Dans la nouvelle fenêtre, on choisit :

  • le nom de la couche SIG -nom de fichier-;
  • l’encodage;
  • le type de géométrie, ici point;
  • la projection géographique. Dans cet exemple, la projection Lambert-93 est associée aux données vectorielles.

Puis, les champs de la table attributaire sont :

  • Par défaut, l’identifiant id de type entier;
  • On ajoute le nouveau champ longitude de type nombre décimal d’une longueur totale de 15 avec 12 décimaux;
  • Enfin, le champ latitude est également créé en nombre décimal d’une longueur de 14 avec 12 décimaux.
Création de la couche SIG de type point avec la liste des attributs
Figure 2 : Création de la couche SIG de type point avec la liste des attributs.

La couche SIG apparaît dans le panneau couche suite à son enregistrement.

I.2. Ajouts d’entités ponctuelles au vecteur dans QGIS

Après avoir créé la structure du vecteur, on dessine des entités géographiques sur le canevas de QGIS. Pour cela, la couche est en mode édition puis on ajoute un point : Éditer > Ajouter une entité ponctuelle.

Ajout d'une entité ponctuelle dans un vecteur
Figure 3 : Ajout d’une entité ponctuelle dans un vecteur.

Ensuite, on clique sur la carte en un lieu. Une nouvelle fenêtre s’ouvre dans laquelle les champs attributaires sont vides. Pour le moment, on saisit seulement un numéro d’identifiant. Les valeurs des longitudes et des latitudes seront ajoutées dans la section suivante. Plusieurs points sont dessinés et enregistrés pour l’exemple.

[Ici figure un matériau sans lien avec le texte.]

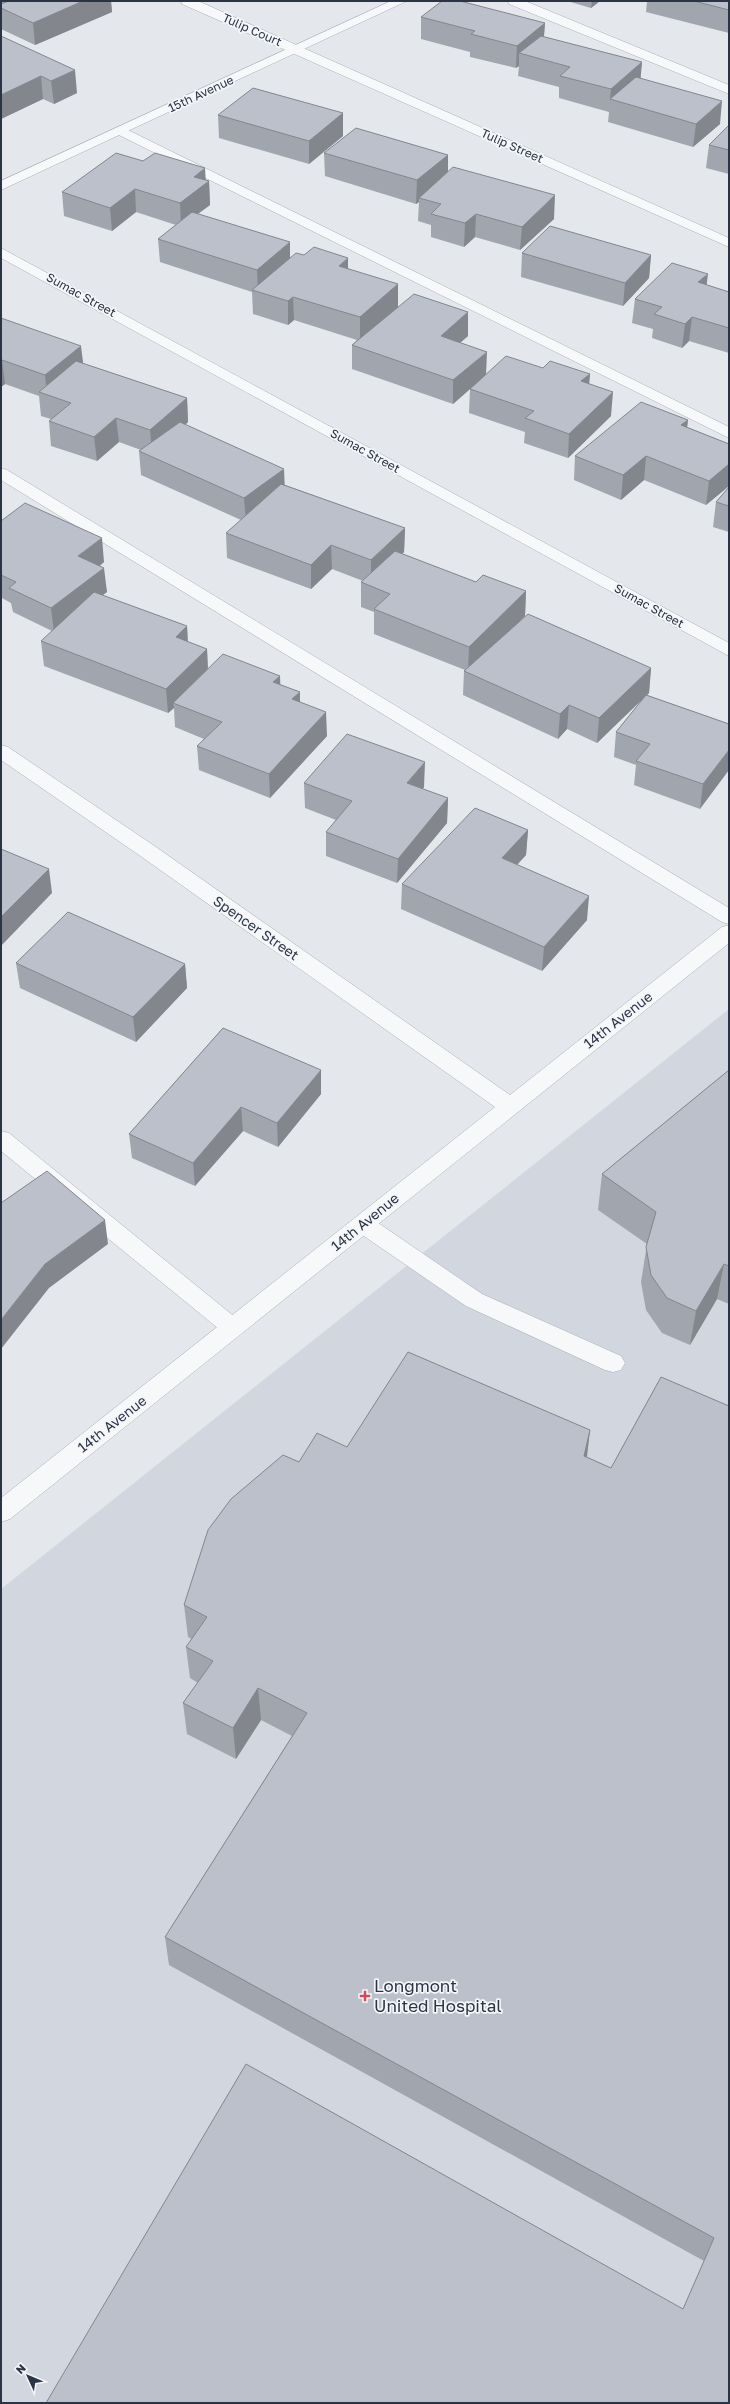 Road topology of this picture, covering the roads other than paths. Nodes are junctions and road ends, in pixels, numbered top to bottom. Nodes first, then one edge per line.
1 (187, 1) edge
2 (401, 1) edge
3 (514, 1) edge
4 (296, 50) junction
5 (729, 90) edge
6 (122, 131) junction
7 (1, 186) edge
8 (729, 243) edge
9 (1, 252) edge
10 (729, 433) edge
11 (1, 473) edge
12 (729, 650) edge
13 (1, 751) edge
14 (729, 917) edge
15 (729, 932) edge
16 (510, 1106) junction
17 (1, 1139) edge
18 (363, 1224) junction
19 (233, 1328) junction
20 (613, 1363) dead end
21 (1, 1512) edge

1 - 4 street, Tulip Court
2 - 4 street, 15th Avenue
3 - 5 street
4 - 6 street, 15th Avenue
4 - 8 street, Tulip Street
6 - 7 street, 15th Avenue
6 - 10 street
9 - 12 street, Sumac Street
11 - 14 street
13 - 16 street, Spencer Street
15 - 16 street, 14th Avenue
16 - 18 street, 14th Avenue
17 - 19 street
18 - 19 street, 14th Avenue
18 - 20 street
19 - 21 street, 14th Avenue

II. QGIS : Fonction d’accession des coordonnées géographiques

II.1. Fonctions QGIS x et y

Pour rappel, chaque entité géométrique du vecteur contient les coordonnées géographiques de chaque point. Alors comment accéder aux longitudes et aux latitudes dans QGIS? Par définition, si on projette les coordonnées géographiques dans un repère, les longitudes correspondent aux valeurs des abscisses X et les latitudes aux ordonnées en Y.

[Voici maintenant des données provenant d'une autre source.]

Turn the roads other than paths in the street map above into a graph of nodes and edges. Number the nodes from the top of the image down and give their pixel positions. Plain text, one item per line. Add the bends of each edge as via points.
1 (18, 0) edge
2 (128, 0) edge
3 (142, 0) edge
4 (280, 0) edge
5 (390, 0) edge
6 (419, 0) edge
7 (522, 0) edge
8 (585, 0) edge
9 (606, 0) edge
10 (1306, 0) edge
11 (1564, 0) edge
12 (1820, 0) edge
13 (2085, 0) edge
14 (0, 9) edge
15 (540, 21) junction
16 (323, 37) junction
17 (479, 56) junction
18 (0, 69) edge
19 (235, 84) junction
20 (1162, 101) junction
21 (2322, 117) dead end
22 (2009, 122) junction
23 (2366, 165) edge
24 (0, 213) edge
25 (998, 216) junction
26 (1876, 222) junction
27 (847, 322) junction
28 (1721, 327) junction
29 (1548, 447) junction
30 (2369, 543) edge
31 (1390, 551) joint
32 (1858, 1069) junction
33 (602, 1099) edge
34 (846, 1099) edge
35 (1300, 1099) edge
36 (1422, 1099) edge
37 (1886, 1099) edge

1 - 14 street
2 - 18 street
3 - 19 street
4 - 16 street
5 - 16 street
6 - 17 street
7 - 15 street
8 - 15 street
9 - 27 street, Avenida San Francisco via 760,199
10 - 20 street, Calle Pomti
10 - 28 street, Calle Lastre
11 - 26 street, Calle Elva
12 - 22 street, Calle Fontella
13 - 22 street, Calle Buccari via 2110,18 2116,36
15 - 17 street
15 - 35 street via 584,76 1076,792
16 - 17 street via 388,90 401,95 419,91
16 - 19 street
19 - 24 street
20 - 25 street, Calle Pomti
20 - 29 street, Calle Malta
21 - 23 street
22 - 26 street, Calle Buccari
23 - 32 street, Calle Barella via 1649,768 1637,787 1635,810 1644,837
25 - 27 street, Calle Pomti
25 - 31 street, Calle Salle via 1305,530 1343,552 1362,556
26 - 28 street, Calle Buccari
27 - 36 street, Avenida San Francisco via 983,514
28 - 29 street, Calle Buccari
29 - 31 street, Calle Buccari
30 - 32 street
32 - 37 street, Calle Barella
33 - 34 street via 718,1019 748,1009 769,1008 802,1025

Dans QGIS, la calculatrice de champs possède une rubrique Géométrie. A l’intérieur, la fonction QGIS $x affectée à la géométrie « renvoie la coordonnée x d’une géométrie ponctuelle ou la coordonnée x du centroïde d’une géométrie non ponctuelle ». La fonction $y est identique pour la coordonnée y. On note que la fonction $x est équivalente à l’expression x($geometry).

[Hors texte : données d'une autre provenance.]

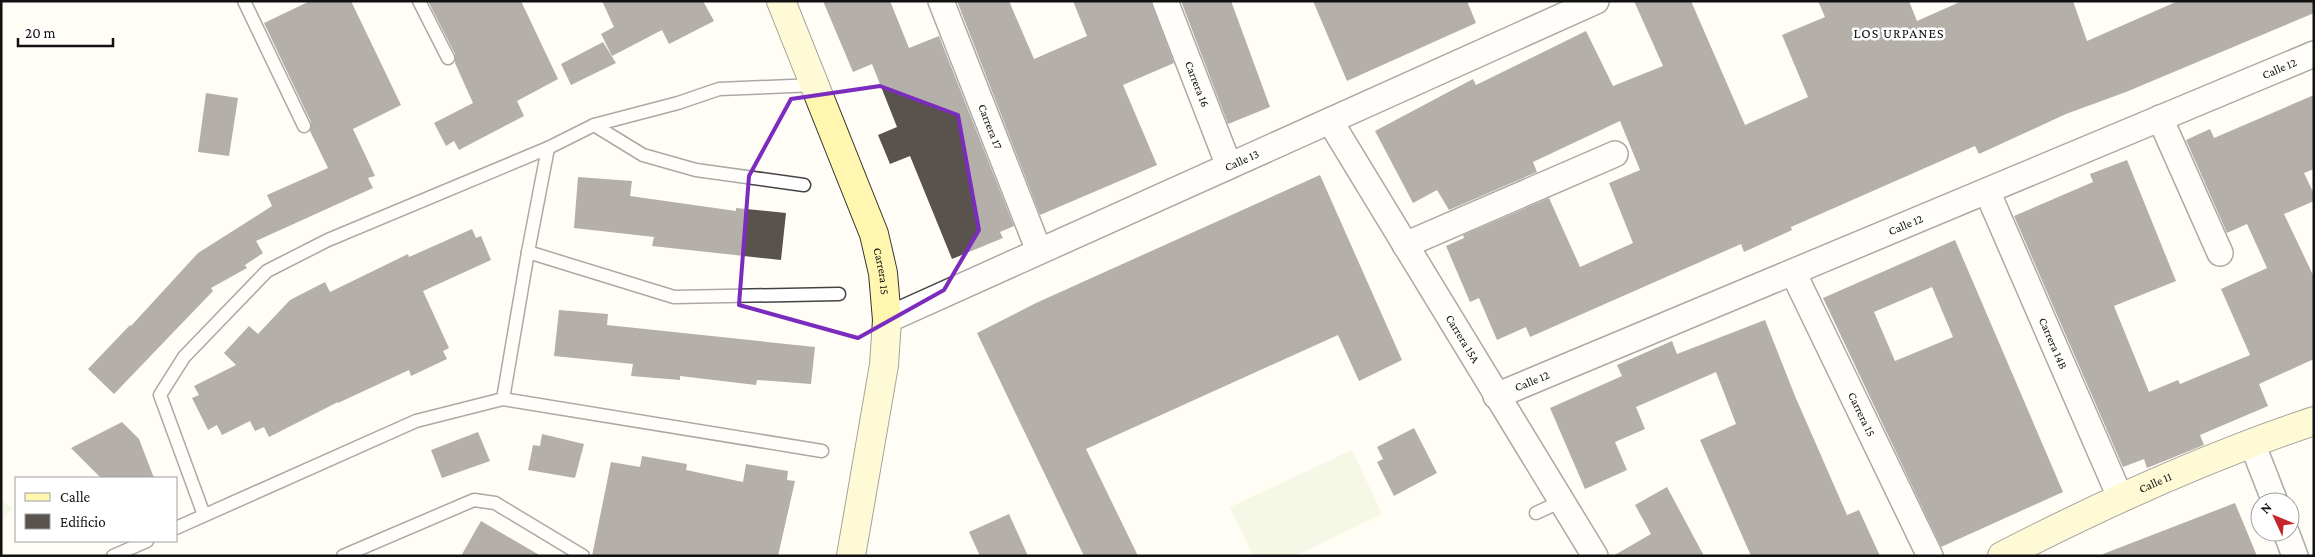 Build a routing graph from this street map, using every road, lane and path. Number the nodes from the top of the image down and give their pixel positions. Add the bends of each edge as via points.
1 (244, 1) edge
2 (419, 1) edge
3 (781, 1) edge
4 (941, 1) edge
5 (1165, 1) edge
6 (1596, 1) edge
7 (2314, 54) edge
8 (448, 58) dead end
9 (815, 85) junction
10 (2160, 118) junction
11 (1330, 122) junction
12 (594, 125) junction
13 (304, 126) dead end
14 (548, 148) junction
15 (1615, 154) dead end
16 (1229, 166) junction
17 (804, 184) dead end
18 (1986, 191) junction
19 (1405, 245) junction
20 (1039, 251) junction
21 (528, 252) junction
22 (2220, 253) dead end
23 (1793, 272) junction
24 (839, 294) dead end
25 (887, 320) junction
26 (1496, 396) junction
27 (503, 399) junction
28 (2314, 421) edge
29 (2252, 443) junction
30 (822, 451) dead end
31 (2271, 492) edge
32 (2120, 497) junction
33 (1562, 501) junction
34 (1536, 513) dead end
35 (204, 515) junction
36 (178, 527) edge
37 (145, 542) edge
38 (2290, 542) edge
39 (2034, 548) edge
40 (113, 556) edge
41 (343, 556) edge
42 (583, 556) edge
43 (851, 556) edge
44 (1595, 556) edge
45 (1930, 556) edge
46 (2002, 556) edge
47 (2295, 556) edge

1 - 13 lane
2 - 8 lane
3 - 9 street, Carrera 15
4 - 20 street, Carrera 17
5 - 16 street, Carrera 16
6 - 11 street, Calle 13
7 - 10 street, Calle 12
9 - 12 lane via 718,89
9 - 25 street, Carrera 15 via 874,234 883,273
10 - 18 street, Calle 12
10 - 22 street
11 - 16 street, Calle 13
11 - 19 street, Carrera 15A
12 - 14 lane
12 - 17 lane via 652,158 696,170
14 - 21 lane
14 - 35 lane via 328,240 268,271 184,357 160,395
15 - 19 street
16 - 20 street, Calle 13
18 - 23 street, Calle 12
18 - 32 street, Carrera 14B
19 - 26 street, Carrera 15A
20 - 25 street, Calle 13
21 - 24 lane via 674,296
21 - 27 lane
23 - 26 street, Calle 12
23 - 45 street, Carrera 15
25 - 43 street, Carrera 15 via 884,364
26 - 33 street, Carrera 15A
27 - 30 lane
27 - 35 lane via 416,420
28 - 29 street, Calle 11
29 - 31 street
29 - 32 street, Calle 11
32 - 39 street, Calle 11
33 - 34 lane
33 - 44 street, Carrera 15A
35 - 36 lane
37 - 40 lane
38 - 47 street
39 - 46 street, Calle 11
41 - 42 lane via 474,500 495,503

Mettons à jour les valeurs des colonnes longitude et latitude dans la table attributaire. Dans la calculatrice de champs, on sélectionne mise à jour d’un champ existant et la colonne longitude puis on saisit $x.

Fonction QGIS d'accession à la longitude d'une géométrie spatiale
Figure 4 : Fonction QGIS d’accession à la longitude d’une géométrie spatiale.

On répète ce procédé pour le champ latitude.

Dans la table attributaire, on obtient les valeurs des coordonnées géographiques dans la projection de la couche SIG, ici en Lambert 93.

Affichage des coordonnées géographiques dans la table attributaire du vecteur
Figure 5 : Affichage des coordonnées géographiques dans la table attributaire du vecteur.

II.2. Fonctions QGIS de transformation des coordonnées géographiques dans une autre projection spatiale

Tout utilisateur a pour habitude de lire les coordonnées géographiques en degrés, c’est dire en projection WGS84 (EPSG 4326). Ainsi, on utilise la fonction QGIS Transform pour modifier la projection des géométries. Dans la calculatrice de champ, la syntaxe est : transform(geometry,source_auth_id,dest_auth_id) où :

  • geometry est la géométrie de chaque entité;
  • source_auth_id est l’Identifiant du SCR source;
  • et dest_auth_id est l’Identifiant du SCR cible.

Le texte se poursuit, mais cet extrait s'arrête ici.